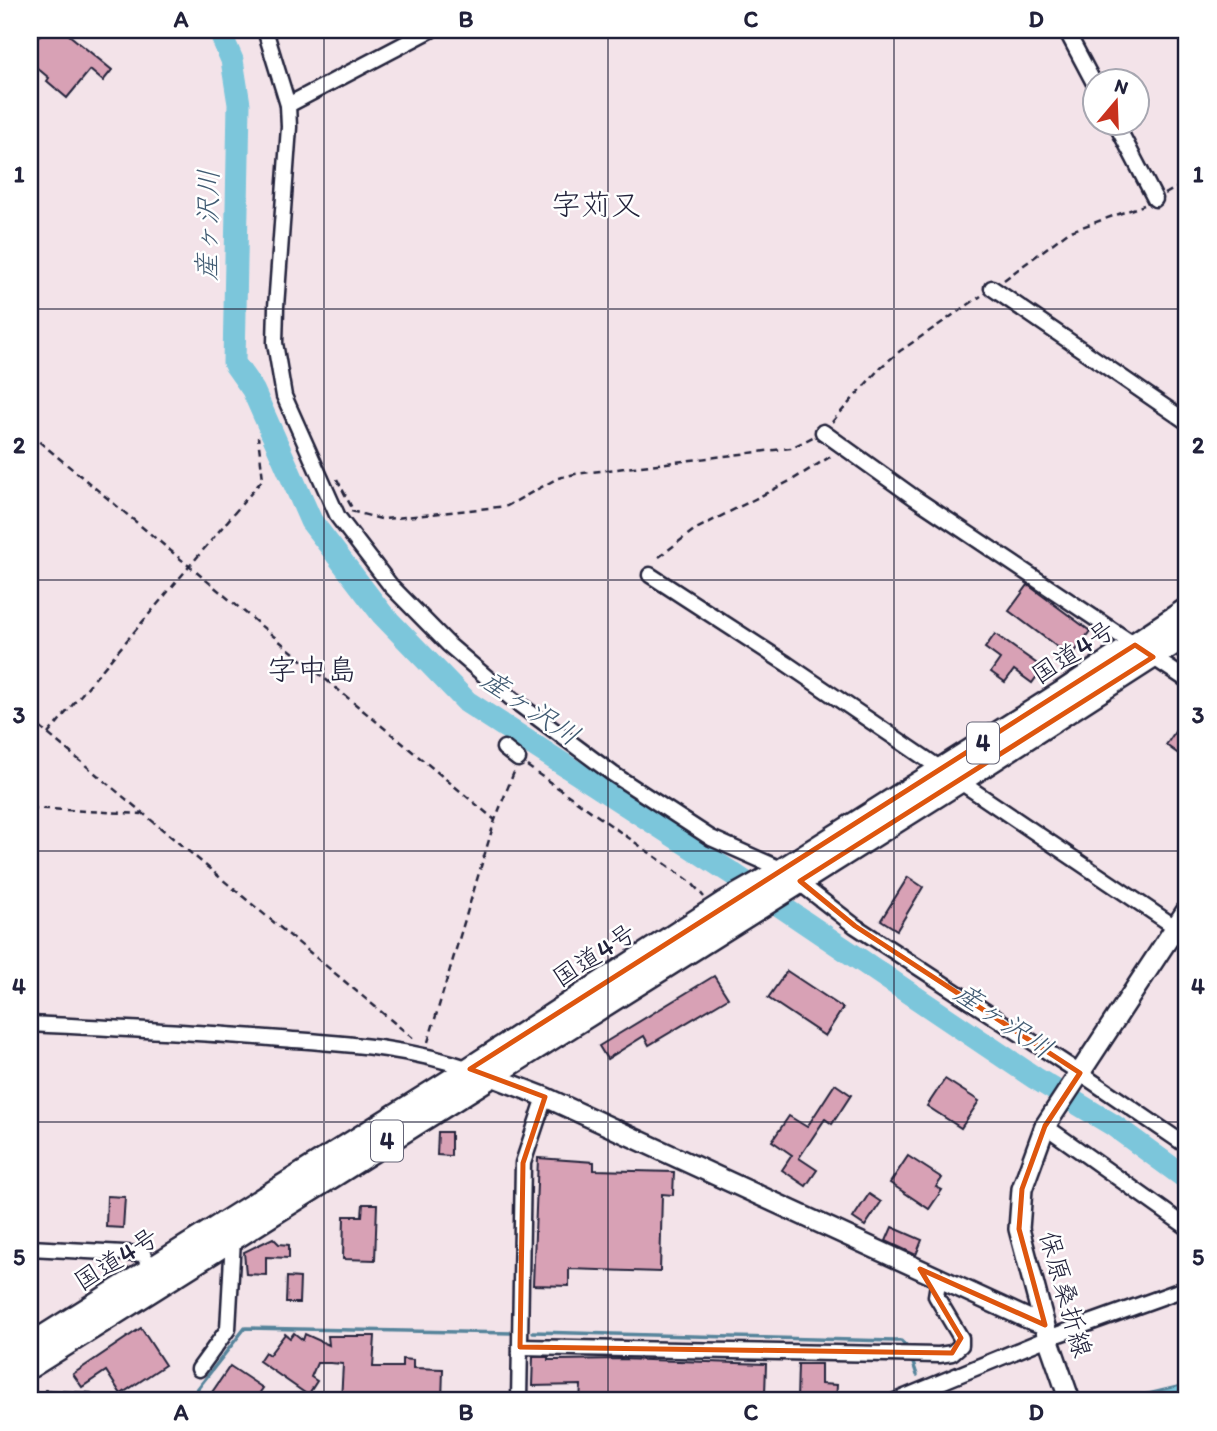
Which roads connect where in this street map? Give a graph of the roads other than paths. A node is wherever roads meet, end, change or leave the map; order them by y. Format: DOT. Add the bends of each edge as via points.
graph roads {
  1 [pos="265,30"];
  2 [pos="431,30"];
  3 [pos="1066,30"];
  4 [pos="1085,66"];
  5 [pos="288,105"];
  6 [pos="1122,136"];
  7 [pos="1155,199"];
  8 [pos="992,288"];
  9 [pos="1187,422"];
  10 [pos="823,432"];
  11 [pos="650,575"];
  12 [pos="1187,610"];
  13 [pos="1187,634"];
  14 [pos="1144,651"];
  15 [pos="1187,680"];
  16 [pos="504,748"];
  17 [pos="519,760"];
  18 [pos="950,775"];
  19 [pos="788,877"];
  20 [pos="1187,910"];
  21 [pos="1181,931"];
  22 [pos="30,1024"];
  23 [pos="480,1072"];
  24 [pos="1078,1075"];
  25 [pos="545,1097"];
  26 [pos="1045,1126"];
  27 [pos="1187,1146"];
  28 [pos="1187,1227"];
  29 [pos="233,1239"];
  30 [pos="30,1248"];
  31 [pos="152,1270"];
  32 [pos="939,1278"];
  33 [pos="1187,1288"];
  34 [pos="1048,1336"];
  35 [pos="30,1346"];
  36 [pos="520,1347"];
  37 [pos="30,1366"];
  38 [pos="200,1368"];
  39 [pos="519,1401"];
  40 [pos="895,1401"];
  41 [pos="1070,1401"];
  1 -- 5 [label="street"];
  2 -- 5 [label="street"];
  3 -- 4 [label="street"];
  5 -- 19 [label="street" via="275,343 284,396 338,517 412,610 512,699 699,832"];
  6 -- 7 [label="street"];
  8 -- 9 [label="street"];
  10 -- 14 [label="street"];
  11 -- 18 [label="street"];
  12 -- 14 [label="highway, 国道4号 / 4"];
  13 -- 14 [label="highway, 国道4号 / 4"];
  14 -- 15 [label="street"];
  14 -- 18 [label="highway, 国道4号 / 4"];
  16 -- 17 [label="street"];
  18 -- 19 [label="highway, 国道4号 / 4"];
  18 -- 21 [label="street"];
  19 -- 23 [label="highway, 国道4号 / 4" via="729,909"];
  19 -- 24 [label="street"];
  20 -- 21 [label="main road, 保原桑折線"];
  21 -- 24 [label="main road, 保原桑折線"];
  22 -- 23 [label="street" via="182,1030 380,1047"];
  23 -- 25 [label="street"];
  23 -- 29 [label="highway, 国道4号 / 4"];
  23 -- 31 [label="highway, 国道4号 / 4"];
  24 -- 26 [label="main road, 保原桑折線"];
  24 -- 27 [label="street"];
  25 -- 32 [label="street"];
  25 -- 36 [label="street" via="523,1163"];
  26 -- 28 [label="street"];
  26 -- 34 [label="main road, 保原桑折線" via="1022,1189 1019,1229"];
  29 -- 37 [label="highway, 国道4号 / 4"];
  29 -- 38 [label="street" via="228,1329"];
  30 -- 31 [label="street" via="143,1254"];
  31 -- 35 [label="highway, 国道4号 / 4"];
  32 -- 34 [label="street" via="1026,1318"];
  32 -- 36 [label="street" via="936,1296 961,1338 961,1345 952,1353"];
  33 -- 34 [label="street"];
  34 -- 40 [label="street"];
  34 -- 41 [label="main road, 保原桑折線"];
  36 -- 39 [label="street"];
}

==

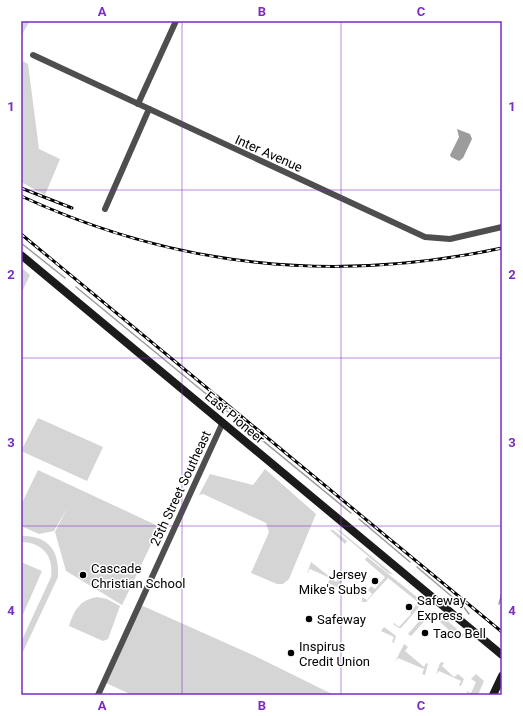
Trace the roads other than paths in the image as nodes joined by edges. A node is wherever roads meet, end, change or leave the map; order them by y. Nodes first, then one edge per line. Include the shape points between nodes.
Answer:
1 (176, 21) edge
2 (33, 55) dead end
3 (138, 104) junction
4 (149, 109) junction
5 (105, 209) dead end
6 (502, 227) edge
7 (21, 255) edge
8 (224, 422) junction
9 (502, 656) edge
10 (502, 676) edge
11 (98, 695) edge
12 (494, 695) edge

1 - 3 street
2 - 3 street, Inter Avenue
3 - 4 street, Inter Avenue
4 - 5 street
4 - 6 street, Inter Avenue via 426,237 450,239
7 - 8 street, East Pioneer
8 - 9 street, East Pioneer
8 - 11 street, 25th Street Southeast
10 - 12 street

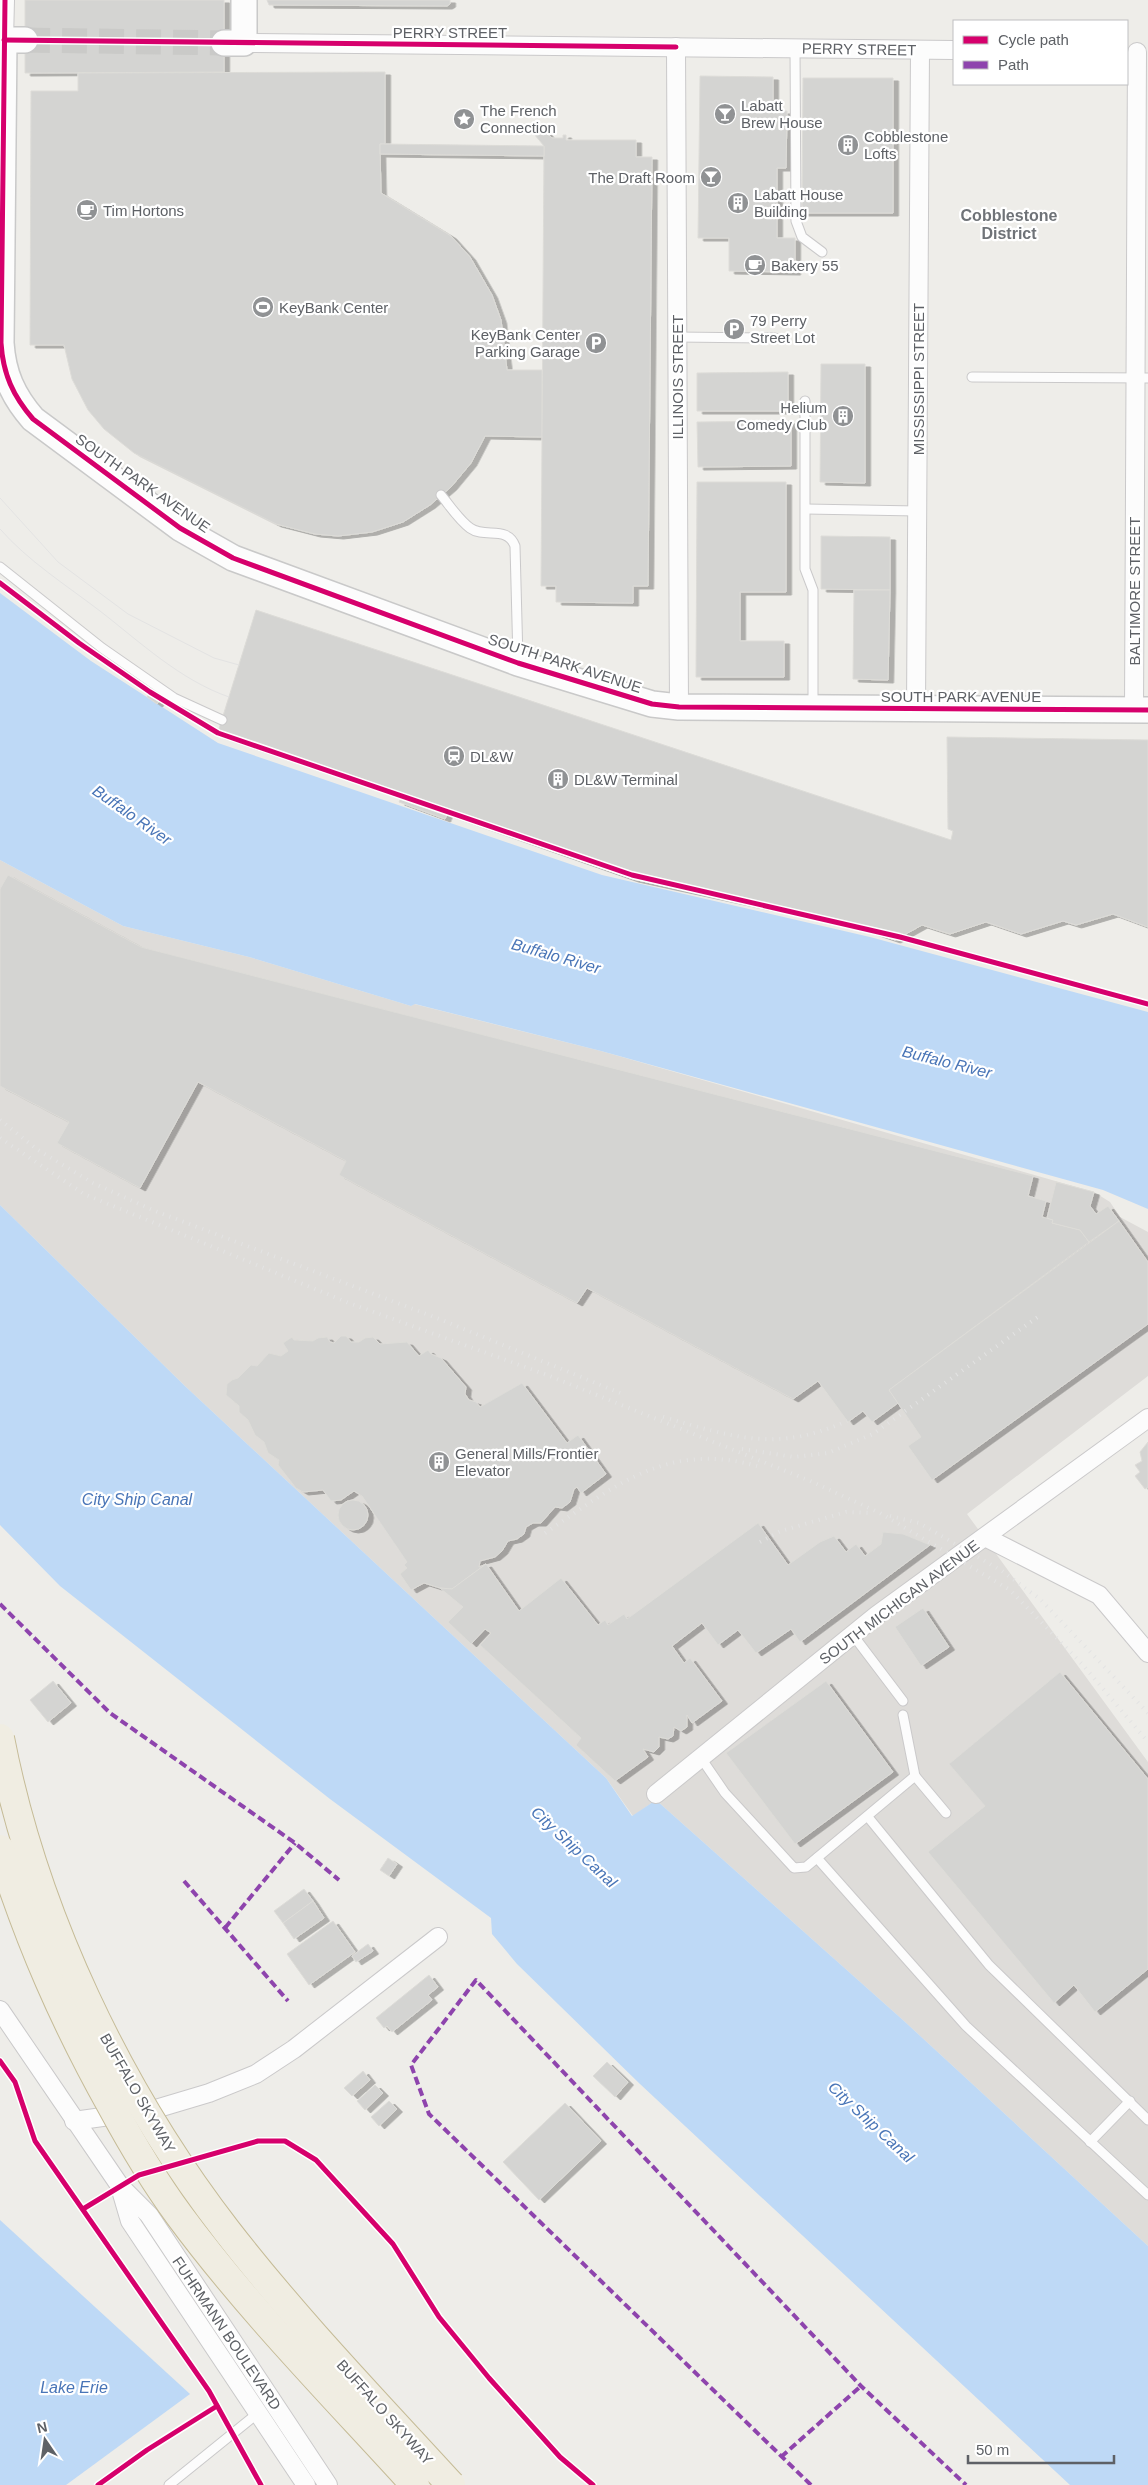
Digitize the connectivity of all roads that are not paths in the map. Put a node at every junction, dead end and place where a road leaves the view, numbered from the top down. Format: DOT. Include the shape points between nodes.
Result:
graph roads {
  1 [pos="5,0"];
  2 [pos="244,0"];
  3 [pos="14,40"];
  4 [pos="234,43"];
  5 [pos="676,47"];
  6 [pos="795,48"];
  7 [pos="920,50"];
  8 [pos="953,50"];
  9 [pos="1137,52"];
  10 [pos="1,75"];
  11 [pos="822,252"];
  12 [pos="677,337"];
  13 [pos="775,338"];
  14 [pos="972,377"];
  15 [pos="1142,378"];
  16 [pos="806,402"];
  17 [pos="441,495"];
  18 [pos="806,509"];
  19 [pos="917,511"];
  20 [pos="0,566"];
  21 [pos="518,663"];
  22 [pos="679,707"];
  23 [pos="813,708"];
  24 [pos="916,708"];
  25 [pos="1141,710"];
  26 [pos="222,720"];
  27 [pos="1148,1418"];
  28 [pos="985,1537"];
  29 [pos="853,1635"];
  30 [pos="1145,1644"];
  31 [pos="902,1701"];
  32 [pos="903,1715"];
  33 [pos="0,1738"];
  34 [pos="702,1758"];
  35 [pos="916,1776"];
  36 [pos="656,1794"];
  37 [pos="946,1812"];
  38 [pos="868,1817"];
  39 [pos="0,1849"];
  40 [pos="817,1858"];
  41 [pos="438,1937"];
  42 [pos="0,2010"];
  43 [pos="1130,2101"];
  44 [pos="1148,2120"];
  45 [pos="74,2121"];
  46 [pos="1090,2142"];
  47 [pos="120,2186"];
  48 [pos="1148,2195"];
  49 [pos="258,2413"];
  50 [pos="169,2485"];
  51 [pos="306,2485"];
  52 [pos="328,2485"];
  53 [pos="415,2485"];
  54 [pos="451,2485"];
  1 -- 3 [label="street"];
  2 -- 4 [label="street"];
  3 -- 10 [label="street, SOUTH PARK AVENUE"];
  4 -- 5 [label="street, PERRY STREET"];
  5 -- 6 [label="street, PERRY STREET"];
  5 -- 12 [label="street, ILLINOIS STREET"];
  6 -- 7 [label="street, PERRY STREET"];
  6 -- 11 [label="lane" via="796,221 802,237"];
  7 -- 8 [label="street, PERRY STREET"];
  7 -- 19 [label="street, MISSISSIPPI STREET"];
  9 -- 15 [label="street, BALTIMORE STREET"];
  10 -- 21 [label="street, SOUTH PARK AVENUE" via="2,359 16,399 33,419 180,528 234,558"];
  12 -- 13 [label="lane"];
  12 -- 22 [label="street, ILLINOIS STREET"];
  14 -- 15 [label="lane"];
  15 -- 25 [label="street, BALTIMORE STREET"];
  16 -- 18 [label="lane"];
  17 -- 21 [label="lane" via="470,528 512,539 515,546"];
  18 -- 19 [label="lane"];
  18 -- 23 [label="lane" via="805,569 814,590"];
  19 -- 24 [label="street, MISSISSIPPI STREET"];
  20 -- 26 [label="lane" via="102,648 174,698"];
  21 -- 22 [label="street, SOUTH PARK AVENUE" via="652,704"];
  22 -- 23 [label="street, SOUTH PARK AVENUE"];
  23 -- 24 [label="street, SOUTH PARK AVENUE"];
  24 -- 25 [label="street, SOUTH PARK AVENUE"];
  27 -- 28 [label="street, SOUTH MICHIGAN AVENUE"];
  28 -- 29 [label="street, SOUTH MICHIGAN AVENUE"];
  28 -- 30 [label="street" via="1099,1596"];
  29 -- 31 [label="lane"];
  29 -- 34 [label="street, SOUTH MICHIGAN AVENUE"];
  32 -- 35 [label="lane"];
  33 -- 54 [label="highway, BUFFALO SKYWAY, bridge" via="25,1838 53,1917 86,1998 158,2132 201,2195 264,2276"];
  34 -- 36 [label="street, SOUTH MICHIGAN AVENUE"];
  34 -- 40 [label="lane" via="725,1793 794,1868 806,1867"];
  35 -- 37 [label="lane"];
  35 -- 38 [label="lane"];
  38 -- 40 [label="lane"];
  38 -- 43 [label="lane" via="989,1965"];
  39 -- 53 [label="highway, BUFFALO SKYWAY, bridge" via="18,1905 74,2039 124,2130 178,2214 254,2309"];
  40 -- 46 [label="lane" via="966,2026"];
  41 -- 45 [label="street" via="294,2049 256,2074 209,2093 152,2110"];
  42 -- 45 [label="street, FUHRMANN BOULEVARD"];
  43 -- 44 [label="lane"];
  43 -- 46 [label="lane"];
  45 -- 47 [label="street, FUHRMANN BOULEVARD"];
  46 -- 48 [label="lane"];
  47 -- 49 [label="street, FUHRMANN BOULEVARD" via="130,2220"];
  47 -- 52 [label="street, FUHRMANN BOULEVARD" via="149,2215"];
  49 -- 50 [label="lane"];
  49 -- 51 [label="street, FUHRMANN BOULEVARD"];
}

**Directions:** Could you give the number of lines in the entries that contain the string "meet"? Only the number, please.

**Task solution:** 2